Ville privilégiée où éditeurs, écrivains, libraires ont de tout temps élu domicile, pôle incontesté de la vie culturelle et intellectuelle, Paris a entretenu de tout temps un rapport privilégié avec le livre. Depuis une dizaine d’années, cependant, les mutations économiques qui traversent le marché du livre, notamment la dématérialisation des biens et de leur diffusion, la hausse croissante des loyers commerciaux et les niveaux élevés qu’ils atteignent dans le centre de la capitale, ont tendance à fragiliser certains acteurs du secteur. La Ville de Paris a donc mis en place plusieurs dispositifs d’aide en direction des éditeurs et des libraires. L’opération Vital’Quartier, gérée depuis 2004 par la Semaest (1), a par exemple permis la reprise ou le maintien d’une cinquantaine de commerces culturels dans plusieurs quartiers. Le 5e arrondissement, qui abrite le fameux Quartier latin, fait depuis 2008 l’objet d’un effort particulier de la part de la Semaest qui propose des loyers inférieurs au prix du marché. Malgré ces dispositions avantageuses, l’organisme reconnaît rencontrer des difficultés pour installer de nouvelles librairies dans ce secteur. Il souligne en revanche l’émergence de commerces d’un genre nouveau, peut-être mieux adaptés au contexte : "Nous voyons apparaître depuis quelque temps des lieux basés sur un concept mixte avec une activité d’édition et un espace librairie", relève ainsi Aurélie Seyer de la Semaest.

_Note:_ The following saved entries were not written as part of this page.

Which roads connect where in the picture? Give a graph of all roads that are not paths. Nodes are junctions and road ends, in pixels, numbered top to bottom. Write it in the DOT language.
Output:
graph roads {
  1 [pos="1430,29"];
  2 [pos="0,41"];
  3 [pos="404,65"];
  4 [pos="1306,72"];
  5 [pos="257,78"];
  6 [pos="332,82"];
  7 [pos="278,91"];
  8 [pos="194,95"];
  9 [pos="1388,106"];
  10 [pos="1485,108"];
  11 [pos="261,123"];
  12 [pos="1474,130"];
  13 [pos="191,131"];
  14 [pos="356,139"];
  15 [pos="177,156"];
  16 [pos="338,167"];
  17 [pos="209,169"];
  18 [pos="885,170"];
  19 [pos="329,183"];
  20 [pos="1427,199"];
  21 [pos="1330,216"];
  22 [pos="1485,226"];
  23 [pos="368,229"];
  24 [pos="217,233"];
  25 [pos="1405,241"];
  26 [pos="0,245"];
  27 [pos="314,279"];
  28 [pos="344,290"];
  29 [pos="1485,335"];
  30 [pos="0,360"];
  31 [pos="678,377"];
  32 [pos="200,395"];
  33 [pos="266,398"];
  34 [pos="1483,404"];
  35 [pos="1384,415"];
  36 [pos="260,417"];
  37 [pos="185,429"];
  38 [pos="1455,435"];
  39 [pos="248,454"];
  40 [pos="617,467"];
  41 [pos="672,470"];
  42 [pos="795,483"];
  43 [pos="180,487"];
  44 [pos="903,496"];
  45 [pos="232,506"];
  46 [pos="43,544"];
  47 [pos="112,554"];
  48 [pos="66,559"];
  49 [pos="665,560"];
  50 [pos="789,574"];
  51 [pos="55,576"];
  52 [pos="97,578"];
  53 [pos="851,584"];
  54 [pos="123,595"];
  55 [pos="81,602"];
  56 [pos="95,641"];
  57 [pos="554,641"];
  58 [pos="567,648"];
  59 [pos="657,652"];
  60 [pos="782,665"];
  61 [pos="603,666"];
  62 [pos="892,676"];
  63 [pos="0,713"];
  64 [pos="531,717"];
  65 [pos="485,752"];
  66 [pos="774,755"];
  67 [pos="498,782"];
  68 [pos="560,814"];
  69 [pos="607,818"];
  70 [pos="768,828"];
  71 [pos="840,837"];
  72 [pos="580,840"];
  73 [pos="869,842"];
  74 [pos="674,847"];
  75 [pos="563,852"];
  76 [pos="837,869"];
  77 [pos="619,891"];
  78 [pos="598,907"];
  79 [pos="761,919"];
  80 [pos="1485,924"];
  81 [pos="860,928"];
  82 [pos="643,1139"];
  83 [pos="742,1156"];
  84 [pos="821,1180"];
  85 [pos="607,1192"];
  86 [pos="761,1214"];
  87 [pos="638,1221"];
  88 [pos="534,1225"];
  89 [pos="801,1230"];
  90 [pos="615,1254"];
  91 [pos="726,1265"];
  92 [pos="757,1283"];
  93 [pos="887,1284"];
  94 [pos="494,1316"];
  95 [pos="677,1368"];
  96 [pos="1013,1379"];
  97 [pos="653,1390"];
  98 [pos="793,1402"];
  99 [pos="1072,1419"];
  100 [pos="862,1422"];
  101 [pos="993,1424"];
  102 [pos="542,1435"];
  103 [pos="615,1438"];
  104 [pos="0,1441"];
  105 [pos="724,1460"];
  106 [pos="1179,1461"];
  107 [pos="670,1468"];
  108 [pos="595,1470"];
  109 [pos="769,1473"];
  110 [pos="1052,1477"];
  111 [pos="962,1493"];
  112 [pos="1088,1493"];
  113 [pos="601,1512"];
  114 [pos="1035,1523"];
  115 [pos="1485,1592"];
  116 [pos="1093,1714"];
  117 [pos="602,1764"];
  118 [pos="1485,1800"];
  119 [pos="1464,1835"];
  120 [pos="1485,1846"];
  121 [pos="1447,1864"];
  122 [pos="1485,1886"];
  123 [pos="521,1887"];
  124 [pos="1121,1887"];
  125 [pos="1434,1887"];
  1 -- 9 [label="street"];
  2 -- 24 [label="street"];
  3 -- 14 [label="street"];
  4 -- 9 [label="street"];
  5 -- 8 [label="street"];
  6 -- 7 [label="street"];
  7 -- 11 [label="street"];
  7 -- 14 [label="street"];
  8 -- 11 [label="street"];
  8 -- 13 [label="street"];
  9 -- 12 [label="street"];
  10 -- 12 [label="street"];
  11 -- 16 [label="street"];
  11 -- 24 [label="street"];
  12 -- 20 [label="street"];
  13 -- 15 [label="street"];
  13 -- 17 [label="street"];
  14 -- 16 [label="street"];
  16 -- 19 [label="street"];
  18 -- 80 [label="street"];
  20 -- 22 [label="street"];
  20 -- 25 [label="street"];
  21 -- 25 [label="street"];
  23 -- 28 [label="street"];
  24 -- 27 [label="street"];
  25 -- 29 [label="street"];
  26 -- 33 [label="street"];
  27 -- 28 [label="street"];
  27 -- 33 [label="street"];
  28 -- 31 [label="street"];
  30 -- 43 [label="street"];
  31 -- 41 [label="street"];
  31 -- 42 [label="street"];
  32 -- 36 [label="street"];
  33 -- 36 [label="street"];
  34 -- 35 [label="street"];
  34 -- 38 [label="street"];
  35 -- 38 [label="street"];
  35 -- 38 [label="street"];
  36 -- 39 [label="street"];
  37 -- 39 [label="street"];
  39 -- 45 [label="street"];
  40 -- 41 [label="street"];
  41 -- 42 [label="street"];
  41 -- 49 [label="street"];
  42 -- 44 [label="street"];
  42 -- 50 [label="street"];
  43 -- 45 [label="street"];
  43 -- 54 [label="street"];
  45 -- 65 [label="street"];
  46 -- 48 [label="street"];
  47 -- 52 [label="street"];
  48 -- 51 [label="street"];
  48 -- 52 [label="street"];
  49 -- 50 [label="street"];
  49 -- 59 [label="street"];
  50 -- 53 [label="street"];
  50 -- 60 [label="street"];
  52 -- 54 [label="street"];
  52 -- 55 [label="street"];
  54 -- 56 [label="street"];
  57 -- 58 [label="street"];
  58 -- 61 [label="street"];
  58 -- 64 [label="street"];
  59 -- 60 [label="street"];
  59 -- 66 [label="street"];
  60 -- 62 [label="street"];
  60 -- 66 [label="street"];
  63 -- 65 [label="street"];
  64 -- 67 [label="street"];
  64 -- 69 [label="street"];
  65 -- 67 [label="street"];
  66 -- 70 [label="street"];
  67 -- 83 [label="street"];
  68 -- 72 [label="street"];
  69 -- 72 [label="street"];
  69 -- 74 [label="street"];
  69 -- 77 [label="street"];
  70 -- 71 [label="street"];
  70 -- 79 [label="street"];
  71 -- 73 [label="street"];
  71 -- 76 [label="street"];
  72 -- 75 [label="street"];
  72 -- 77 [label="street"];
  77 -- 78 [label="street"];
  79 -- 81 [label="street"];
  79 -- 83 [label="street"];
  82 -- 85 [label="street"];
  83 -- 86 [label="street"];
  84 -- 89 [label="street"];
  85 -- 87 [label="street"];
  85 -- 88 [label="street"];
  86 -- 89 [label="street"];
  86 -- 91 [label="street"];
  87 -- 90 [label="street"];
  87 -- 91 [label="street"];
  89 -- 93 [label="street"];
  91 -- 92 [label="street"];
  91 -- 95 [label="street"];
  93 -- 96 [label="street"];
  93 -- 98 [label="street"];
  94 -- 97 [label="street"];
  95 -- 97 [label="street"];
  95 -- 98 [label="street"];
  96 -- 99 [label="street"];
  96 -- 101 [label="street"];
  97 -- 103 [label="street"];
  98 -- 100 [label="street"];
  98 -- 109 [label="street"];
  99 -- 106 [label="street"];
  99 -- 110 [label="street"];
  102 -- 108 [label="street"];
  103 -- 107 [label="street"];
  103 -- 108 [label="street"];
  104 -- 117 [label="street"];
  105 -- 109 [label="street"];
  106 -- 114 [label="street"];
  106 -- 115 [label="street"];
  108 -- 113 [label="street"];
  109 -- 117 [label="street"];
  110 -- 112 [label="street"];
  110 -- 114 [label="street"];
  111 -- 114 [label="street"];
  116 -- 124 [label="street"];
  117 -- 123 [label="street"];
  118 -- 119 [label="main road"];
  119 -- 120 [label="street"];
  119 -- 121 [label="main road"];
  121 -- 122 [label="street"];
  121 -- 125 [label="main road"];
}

Ouvert en 2011, également dans le 5e arrondissement, le Labo de l’édition, lieu unique en France à ce jour, est dédié aux professionnels du livre et de l’édition désireux d’accéder au marché du numérique. Il abrite, sur près de 500 m2, un incubateur d’entreprises. Depuis sa création, il a accueilli 25 projets dans les domaines de l’édition numérique et de la création de contenus enrichis. Il propose également un programme d’ateliers et de formations autour de tous les aspects du livre numérique.
A mentionner également, parmi les actions menées, l’exonération depuis 2010 de la cotisation foncière pour les librairies labellisées Lir (librairie indépendante de référence) et l’aide (essentiellement sous la forme de subventions de fonctionnement) aux projets portés par des associations et destinés à fédérer les professionnels, qui à Paris ont longtemps eu du mal à s’unir : créée en 2012, l’association Paris Librairies regroupe ainsi une cinquantaine d’enseignes et joue la carte de la proximité ; Librest, réseau de 9 librairies de l’est parisien, organise notamment le festival Esprits libres, tandis que Fontaine O livres se consacre au développement et à la promotion des professionnels indépendants de la chaîne du livre. Du côté des manifestations littéraires, le festival Paris en toutes lettres, créé en 2009 mais suspendu après seulement trois éditions, a ressuscité en novembre dernier à la Maison de la poésie, incarnant la nouvelle orientation (assez controversée dans un premier temps) impulsée par son nouveau directeur, Olivier Chaudenson, arrivé aux commandes en février 2013, qui souhaite faire dialoguer la poésie avec les autres genres artistiques.
Les bibliothèques se mettent à niveau.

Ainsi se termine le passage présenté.